Bob Iger is showing off pictures he recently took of food. "We've got a Szechuan chicken burger, a Peking duck pizza shaped in a Mickey head," he says in a demeanor one might call "CEO giddy," as animated as one of the most polished leaders in corporate America gets. "There's something called siu mai dumplings that are Shanghainese they're tremendous!" Seated in a conference room adjacent to his office at the Walt Disney Co. headquarters in Burbank, Iger scrolls his iPad through dozens of photos shot during one of his twice-monthly visits to the new Shanghai Disney theme park. What about a churro stand? "Believe it or not, yes," he says. "I've tasted all the food at the park. Except I haven't tasted the turkey legs yet."

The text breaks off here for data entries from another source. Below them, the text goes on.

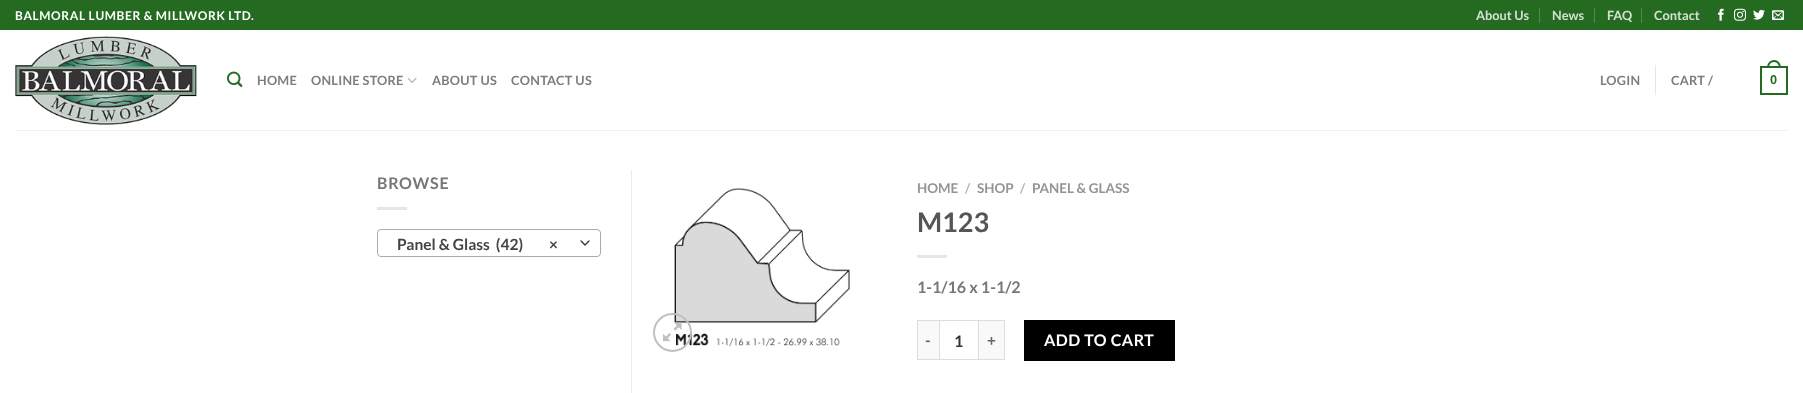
<?xml version="1.0" encoding="UTF-8"?>
<svg xmlns="http://www.w3.org/2000/svg" xmlns:xlink="http://www.w3.org/1999/xlink" width="1803" height="393">
  <rect width="100%" height="100%" fill="#ffffff" />
  <rect width="1803" height="30" fill="#246b21" />
  <rect x="1539" y="8" width="1" height="15" fill="#50894d" />
  <rect x="1594" y="8" width="1" height="15" fill="#50894d" />
  <rect x="1641" y="8" width="1" height="15" fill="#50894d" />
  <image x="1718" y="8" width="6" height="13" xlink:href="image1.png" />
  <image x="1734" y="8" width="12" height="13" xlink:href="image2.png" />
  <image x="1753" y="9" width="12" height="11" xlink:href="image3.png" />
  <image x="1772" y="10" width="12" height="10" xlink:href="image4.png" />
  <image x="15" y="36" width="182" height="89" xlink:href="image5.png" />
  <image x="227" y="71" width="16" height="16" xlink:href="image6.png" />
  <image x="407" y="77" width="10" height="6" xlink:href="image7.png" />
  <rect x="1655" y="65" width="1" height="30" fill="#e6e6e6" />
  <rect x="1761" y="67" width="26" height="27" fill="none" stroke="#246b21" stroke-width="2" />
  <path d="M 1774 60 c 4.5 0 7 4 7 8 h -14 c 0 -4 2.5 -8 7 -8 z m 0 2 c 3.5 0 5 3 5 6 h -10 c 0 -3 1.5 -6 5 -6 z" fill="#246b21" fill-rule="evenodd" />
  <rect x="15" y="130" width="1773" height="1" fill="#f1f1f1" />
  <rect x="631" y="170" width="1" height="223" fill="#ececec" />
  <rect x="377" y="207" width="30" height="3" fill="#e6e6e6" />
  <path d="M 581 241 l 4 4 l 4 -4" fill="none" stroke="#333333" stroke-width="1.3" stroke-linecap="round" stroke-linejoin="round" />
  <rect x="377.5" y="229.5" width="223" height="27" rx="3.5" fill="none" stroke="#aaaaaa" />
  <image x="674" y="188" width="176" height="159" xlink:href="image9.png" />
  <circle cx="672.5" cy="332.5" r="18.5" fill="none" stroke="#c0c0c0" stroke-width="2" />
  <image x="663" y="322" width="19" height="20" xlink:href="image8.png" />
  <rect x="917" y="255" width="30" height="3" fill="#e6e6e6" />
  <rect x="918" y="321" width="21" height="38" fill="#f9f9f9" />
  <rect x="917" y="320" width="22" height="1" fill="#dddddd" />
  <rect x="917" y="359" width="22" height="1" fill="#dddddd" />
  <rect x="917" y="320" width="1" height="40" fill="#dddddd" />
  <rect x="939.5" y="320.5" width="39" height="39" fill="none" stroke="#dddddd" />
  <rect x="979" y="321" width="25" height="38" fill="#f9f9f9" />
  <rect x="979" y="320" width="26" height="1" fill="#dddddd" />
  <rect x="1004" y="320" width="1" height="40" fill="#dddddd" />
  <rect x="979" y="359" width="26" height="1" fill="#dddddd" />
  <rect x="1024" y="320" width="151" height="41" fill="#000000" />
  <text x="15" y="20" style="font-family: Lato; font-size: 12px; font-weight: bold; letter-spacing: 0.6px; fill: #ffffff">BALMORAL LUMBER &amp; MILLWORK LTD.</text>
  <text x="1476" y="20" style="font-family: Lato; font-size: 12.75px; font-weight: bold; fill: #d3e1d3">About Us</text>
  <text x="1552" y="20" style="font-family: Lato; font-size: 12.75px; font-weight: bold; fill: #d3e1d3">News</text>
  <text x="1607" y="20" style="font-family: Lato; font-size: 12.75px; font-weight: bold; fill: #d3e1d3">FAQ</text>
  <text x="1654" y="20" style="font-family: Lato; font-size: 12.75px; font-weight: bold; fill: #d3e1d3">Contact</text>
  <text x="257" y="85" style="font-family: Lato; font-size: 12.75px; font-weight: bold; letter-spacing: 0.25px; fill: #7d7d7d">HOME</text>
  <text x="311" y="85" style="font-family: Lato; font-size: 12.75px; font-weight: bold; letter-spacing: 0.25px; fill: #7d7d7d">ONLINE STORE</text>
  <text x="432" y="85" style="font-family: Lato; font-size: 12.75px; font-weight: bold; letter-spacing: 0.25px; fill: #7d7d7d">ABOUT US</text>
  <text x="511" y="85" style="font-family: Lato; font-size: 12.75px; font-weight: bold; letter-spacing: 0.25px; fill: #7d7d7d">CONTACT US</text>
  <text x="1600" y="85" style="font-family: Lato; font-size: 12.75px; font-weight: bold; letter-spacing: 0.25px; fill: #7d7d7d">LOGIN</text>
  <text x="1671" y="85" style="font-family: Lato; font-size: 12.75px; font-weight: bold; letter-spacing: 0.25px; fill: #7d7d7d">CART /</text>
  <text x="1770" y="84" style="font-family: Liberation Sans; font-size: 12.75px; font-weight: bold; letter-spacing: 0.25px; fill: #246b21">0</text>
  <text x="377" y="189" style="font-family: Lato; font-size: 16px; font-weight: bold; letter-spacing: 0.75px; fill: #777777">BROWSE</text>
  <text x="397" y="250" style="font-family: Lato; font-size: 15.5px; font-weight: bold; fill: #444444" xml:space="preserve">Panel &amp; Glass  (42)</text>
  <text x="549" y="250" style="font-family: Lato; font-size: 15.5px; font-weight: bold; fill: #444444">×</text>
  <text x="917" y="193" style="font-family: Lato; font-size: 13.5px; font-weight: bold; fill: #949494">HOME</text>
  <text x="965" y="193" style="font-family: Lato; font-size: 13.5px; font-weight: bold; fill: #b2b2b2">/</text>
  <text x="977" y="193" style="font-family: Lato; font-size: 13.5px; font-weight: bold; fill: #949494">SHOP</text>
  <text x="1020" y="193" style="font-family: Lato; font-size: 13.5px; font-weight: bold; fill: #b2b2b2">/</text>
  <text x="1032" y="193" style="font-family: Lato; font-size: 13.5px; font-weight: bold; fill: #949494">PANEL &amp; GLASS</text>
  <text x="917" y="232" style="font-family: Lato; font-size: 27px; font-weight: bold; fill: #555555">M123</text>
  <text x="917" y="293" style="font-family: Lato; font-size: 16px; font-weight: bold; fill: #777777">1-1/16 x 1-1/2</text>
  <text x="925" y="346" style="font-family: Lato; font-size: 15.5px; font-weight: bold; fill: #666666">-</text>
  <text x="954" y="347" style="font-family: Lato; font-size: 16px; font-weight: bold; fill: #333333">1</text>
  <text x="987" y="346" style="font-family: Lato; font-size: 15.5px; font-weight: bold; fill: #666666">+</text>
  <text x="1044" y="346" style="font-family: Lato; font-size: 16px; font-weight: bold; letter-spacing: 0.5px; fill: #ffffff">ADD TO CART</text>
</svg>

Iger, 65, is chatting with The Hollywood Reporter, which has named him the most powerful person in entertainment for his shrewd management of the world's largest media company. This is just a few days before he took off on his most important trip to China, to christen the $5.5 billion park with leaders of the country's communist party. Tragically, the day before the opening ceremony, Iger received news that 2-year-old Lane Graves was snatched and killed by an alligator in a lagoon at Disney's Orlando resort. The horror hit the CEO and father of four (including two sons with wife Willow Bay) especially hard he personally called the boy's parents and dispatched his parks chief to Orlando and illustrated the diverse challenges thrown at the New York native in his role as business executive, brand statesman and manager of the kind of bizarre news events that become amplified because of their association with Disney. "Yes, all CEOs have to deal with investors and to some extent the press, but we get a lot more attention than any other company," he says before the incident, which occurred a day after Disney donated $1 million to victims of the Pulse nightclub massacre in Orlando (Disney employed two of the 49 killed).

In his 11 years atop Disney, Iger has become the most effective media CEO of his generation. When he was named to the post in March 2005 (a controversial choice, given his lack of film or parks experience), the former weatherman and longtime ABC executive inherited a company whose storied animation studio was in disarray and its stock price at $27.70 a share. Thanks to a management style colleagues describe as respectful yet decisive, growth initiatives at its cable channels and a series of big-ticket deals for Pixar Animation Studios ($7.4 billion), Marvel Entertainment ($4 billion) and Lucasfilm ($4.1 billion), Disney stock closed June 20 at $99.57. The company's market cap of $163 billion helped earn Iger $46.5 million in 2015, among the top 10 paydays of U.S. CEOs. During his tenure, he has proved himself equally adept at communicating with business leaders (mending Disney's relationship with Steve Jobs, which led to the Pixar deal), the creative community and a board that includes heavyweights Sheryl Sandberg of Facebook and Twitter's Jack Dorsey. The Disney film studio has succeeded in the franchise business like none of its rivals (Finding Dory opened to $136 million during the June 17 weekend, a record for an animated film), and its Media Networks division, which includes cable TV, generated nearly $8 billion in operating income in 2015 (four times the film division and half the company's profits). Just last Sunday, Game 7 of the NBA Finals delivered more than 30 million viewers to ABC, a record for the network's basketball coverage.